* TASK TO CARRY OUT *
Copy each line below without leaving any out.

Start of INPUT

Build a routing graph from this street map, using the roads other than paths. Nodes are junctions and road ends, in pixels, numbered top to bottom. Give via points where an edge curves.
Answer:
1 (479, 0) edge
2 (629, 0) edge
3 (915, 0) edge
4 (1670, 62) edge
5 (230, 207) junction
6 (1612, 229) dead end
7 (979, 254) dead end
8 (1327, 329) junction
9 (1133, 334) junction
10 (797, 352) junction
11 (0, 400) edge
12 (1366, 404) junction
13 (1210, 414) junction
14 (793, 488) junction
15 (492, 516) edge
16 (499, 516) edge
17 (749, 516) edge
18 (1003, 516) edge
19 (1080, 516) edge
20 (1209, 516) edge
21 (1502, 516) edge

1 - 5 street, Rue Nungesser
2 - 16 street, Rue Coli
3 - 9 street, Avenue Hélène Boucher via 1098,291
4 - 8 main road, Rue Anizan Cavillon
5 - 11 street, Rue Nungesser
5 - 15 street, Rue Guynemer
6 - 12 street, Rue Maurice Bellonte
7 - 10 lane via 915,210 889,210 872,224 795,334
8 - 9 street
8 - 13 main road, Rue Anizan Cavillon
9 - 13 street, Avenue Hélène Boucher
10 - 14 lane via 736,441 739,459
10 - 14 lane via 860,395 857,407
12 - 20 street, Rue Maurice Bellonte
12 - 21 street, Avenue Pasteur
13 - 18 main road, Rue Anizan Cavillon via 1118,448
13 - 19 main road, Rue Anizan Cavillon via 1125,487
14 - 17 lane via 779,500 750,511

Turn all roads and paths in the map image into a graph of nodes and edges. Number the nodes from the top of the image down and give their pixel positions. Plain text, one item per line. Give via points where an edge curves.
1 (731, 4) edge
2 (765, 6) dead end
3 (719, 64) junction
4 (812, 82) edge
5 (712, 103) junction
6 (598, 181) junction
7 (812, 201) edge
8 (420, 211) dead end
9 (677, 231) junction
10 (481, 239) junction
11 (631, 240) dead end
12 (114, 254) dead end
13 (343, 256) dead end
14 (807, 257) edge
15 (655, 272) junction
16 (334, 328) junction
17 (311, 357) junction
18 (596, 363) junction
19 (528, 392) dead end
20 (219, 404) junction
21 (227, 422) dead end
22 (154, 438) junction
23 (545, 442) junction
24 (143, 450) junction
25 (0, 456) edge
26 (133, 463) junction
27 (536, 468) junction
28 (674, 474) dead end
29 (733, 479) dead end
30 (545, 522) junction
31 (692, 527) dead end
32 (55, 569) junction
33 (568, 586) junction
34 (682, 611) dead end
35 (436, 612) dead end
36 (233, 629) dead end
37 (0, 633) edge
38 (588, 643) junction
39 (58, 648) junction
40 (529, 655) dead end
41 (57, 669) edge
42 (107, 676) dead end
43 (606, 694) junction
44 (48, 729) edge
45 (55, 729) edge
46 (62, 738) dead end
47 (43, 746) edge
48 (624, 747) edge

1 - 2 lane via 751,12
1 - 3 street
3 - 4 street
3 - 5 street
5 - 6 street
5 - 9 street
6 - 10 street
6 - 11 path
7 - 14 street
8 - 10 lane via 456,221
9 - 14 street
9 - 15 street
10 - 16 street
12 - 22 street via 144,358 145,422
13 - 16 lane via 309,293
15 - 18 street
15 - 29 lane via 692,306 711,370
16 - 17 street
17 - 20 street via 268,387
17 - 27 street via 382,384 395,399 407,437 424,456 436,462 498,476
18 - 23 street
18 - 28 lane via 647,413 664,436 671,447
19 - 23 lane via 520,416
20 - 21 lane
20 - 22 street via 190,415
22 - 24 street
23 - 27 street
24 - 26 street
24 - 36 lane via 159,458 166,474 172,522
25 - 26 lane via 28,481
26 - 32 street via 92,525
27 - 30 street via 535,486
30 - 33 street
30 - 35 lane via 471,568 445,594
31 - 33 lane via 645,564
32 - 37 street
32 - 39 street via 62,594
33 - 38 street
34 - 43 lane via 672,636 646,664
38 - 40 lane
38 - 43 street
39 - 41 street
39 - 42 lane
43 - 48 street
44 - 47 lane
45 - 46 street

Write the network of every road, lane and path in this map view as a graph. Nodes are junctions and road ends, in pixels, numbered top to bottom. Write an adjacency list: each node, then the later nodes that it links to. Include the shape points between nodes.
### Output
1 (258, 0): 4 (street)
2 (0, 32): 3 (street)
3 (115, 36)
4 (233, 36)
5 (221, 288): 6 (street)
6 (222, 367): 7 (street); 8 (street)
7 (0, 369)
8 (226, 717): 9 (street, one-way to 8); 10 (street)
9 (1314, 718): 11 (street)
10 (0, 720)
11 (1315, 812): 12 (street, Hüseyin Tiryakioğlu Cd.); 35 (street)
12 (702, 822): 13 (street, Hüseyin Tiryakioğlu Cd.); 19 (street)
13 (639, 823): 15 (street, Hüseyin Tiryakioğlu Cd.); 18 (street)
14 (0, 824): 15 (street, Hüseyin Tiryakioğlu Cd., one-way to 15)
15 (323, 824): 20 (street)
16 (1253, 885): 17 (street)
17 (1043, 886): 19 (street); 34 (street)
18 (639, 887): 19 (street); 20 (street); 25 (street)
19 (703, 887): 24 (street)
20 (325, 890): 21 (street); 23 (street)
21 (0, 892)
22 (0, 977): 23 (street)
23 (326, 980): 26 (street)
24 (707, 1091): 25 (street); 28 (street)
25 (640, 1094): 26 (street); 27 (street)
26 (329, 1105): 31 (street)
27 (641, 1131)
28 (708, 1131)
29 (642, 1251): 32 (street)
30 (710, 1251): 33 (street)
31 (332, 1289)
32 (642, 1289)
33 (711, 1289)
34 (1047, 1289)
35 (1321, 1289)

End of INPUT

* SOLUTION *
Build a routing graph from this street map, using the roads other than paths. Nodes are junctions and road ends, in pixels, numbered top to bottom. Give via points where an edge curves.
Answer:
1 (479, 0) edge
2 (629, 0) edge
3 (915, 0) edge
4 (1670, 62) edge
5 (230, 207) junction
6 (1612, 229) dead end
7 (979, 254) dead end
8 (1327, 329) junction
9 (1133, 334) junction
10 (797, 352) junction
11 (0, 400) edge
12 (1366, 404) junction
13 (1210, 414) junction
14 (793, 488) junction
15 (492, 516) edge
16 (499, 516) edge
17 (749, 516) edge
18 (1003, 516) edge
19 (1080, 516) edge
20 (1209, 516) edge
21 (1502, 516) edge

1 - 5 street, Rue Nungesser
2 - 16 street, Rue Coli
3 - 9 street, Avenue Hélène Boucher via 1098,291
4 - 8 main road, Rue Anizan Cavillon
5 - 11 street, Rue Nungesser
5 - 15 street, Rue Guynemer
6 - 12 street, Rue Maurice Bellonte
7 - 10 lane via 915,210 889,210 872,224 795,334
8 - 9 street
8 - 13 main road, Rue Anizan Cavillon
9 - 13 street, Avenue Hélène Boucher
10 - 14 lane via 736,441 739,459
10 - 14 lane via 860,395 857,407
12 - 20 street, Rue Maurice Bellonte
12 - 21 street, Avenue Pasteur
13 - 18 main road, Rue Anizan Cavillon via 1118,448
13 - 19 main road, Rue Anizan Cavillon via 1125,487
14 - 17 lane via 779,500 750,511

Turn all roads and paths in the map image into a graph of nodes and edges. Number the nodes from the top of the image down and give their pixel positions. Plain text, one item per line. Give via points where an edge curves.
1 (731, 4) edge
2 (765, 6) dead end
3 (719, 64) junction
4 (812, 82) edge
5 (712, 103) junction
6 (598, 181) junction
7 (812, 201) edge
8 (420, 211) dead end
9 (677, 231) junction
10 (481, 239) junction
11 (631, 240) dead end
12 (114, 254) dead end
13 (343, 256) dead end
14 (807, 257) edge
15 (655, 272) junction
16 (334, 328) junction
17 (311, 357) junction
18 (596, 363) junction
19 (528, 392) dead end
20 (219, 404) junction
21 (227, 422) dead end
22 (154, 438) junction
23 (545, 442) junction
24 (143, 450) junction
25 (0, 456) edge
26 (133, 463) junction
27 (536, 468) junction
28 (674, 474) dead end
29 (733, 479) dead end
30 (545, 522) junction
31 (692, 527) dead end
32 (55, 569) junction
33 (568, 586) junction
34 (682, 611) dead end
35 (436, 612) dead end
36 (233, 629) dead end
37 (0, 633) edge
38 (588, 643) junction
39 (58, 648) junction
40 (529, 655) dead end
41 (57, 669) edge
42 (107, 676) dead end
43 (606, 694) junction
44 (48, 729) edge
45 (55, 729) edge
46 (62, 738) dead end
47 (43, 746) edge
48 (624, 747) edge

1 - 2 lane via 751,12
1 - 3 street
3 - 4 street
3 - 5 street
5 - 6 street
5 - 9 street
6 - 10 street
6 - 11 path
7 - 14 street
8 - 10 lane via 456,221
9 - 14 street
9 - 15 street
10 - 16 street
12 - 22 street via 144,358 145,422
13 - 16 lane via 309,293
15 - 18 street
15 - 29 lane via 692,306 711,370
16 - 17 street
17 - 20 street via 268,387
17 - 27 street via 382,384 395,399 407,437 424,456 436,462 498,476
18 - 23 street
18 - 28 lane via 647,413 664,436 671,447
19 - 23 lane via 520,416
20 - 21 lane
20 - 22 street via 190,415
22 - 24 street
23 - 27 street
24 - 26 street
24 - 36 lane via 159,458 166,474 172,522
25 - 26 lane via 28,481
26 - 32 street via 92,525
27 - 30 street via 535,486
30 - 33 street
30 - 35 lane via 471,568 445,594
31 - 33 lane via 645,564
32 - 37 street
32 - 39 street via 62,594
33 - 38 street
34 - 43 lane via 672,636 646,664
38 - 40 lane
38 - 43 street
39 - 41 street
39 - 42 lane
43 - 48 street
44 - 47 lane
45 - 46 street

Write the network of every road, lane and path in this map view as a graph. Nodes are junctions and road ends, in pixels, numbered top to bottom. Write an adjacency list: each node, then the later nodes that it links to. Include the shape points between nodes.
### Output
1 (258, 0): 4 (street)
2 (0, 32): 3 (street)
3 (115, 36)
4 (233, 36)
5 (221, 288): 6 (street)
6 (222, 367): 7 (street); 8 (street)
7 (0, 369)
8 (226, 717): 9 (street, one-way to 8); 10 (street)
9 (1314, 718): 11 (street)
10 (0, 720)
11 (1315, 812): 12 (street, Hüseyin Tiryakioğlu Cd.); 35 (street)
12 (702, 822): 13 (street, Hüseyin Tiryakioğlu Cd.); 19 (street)
13 (639, 823): 15 (street, Hüseyin Tiryakioğlu Cd.); 18 (street)
14 (0, 824): 15 (street, Hüseyin Tiryakioğlu Cd., one-way to 15)
15 (323, 824): 20 (street)
16 (1253, 885): 17 (street)
17 (1043, 886): 19 (street); 34 (street)
18 (639, 887): 19 (street); 20 (street); 25 (street)
19 (703, 887): 24 (street)
20 (325, 890): 21 (street); 23 (street)
21 (0, 892)
22 (0, 977): 23 (street)
23 (326, 980): 26 (street)
24 (707, 1091): 25 (street); 28 (street)
25 (640, 1094): 26 (street); 27 (street)
26 (329, 1105): 31 (street)
27 (641, 1131)
28 (708, 1131)
29 (642, 1251): 32 (street)
30 (710, 1251): 33 (street)
31 (332, 1289)
32 (642, 1289)
33 (711, 1289)
34 (1047, 1289)
35 (1321, 1289)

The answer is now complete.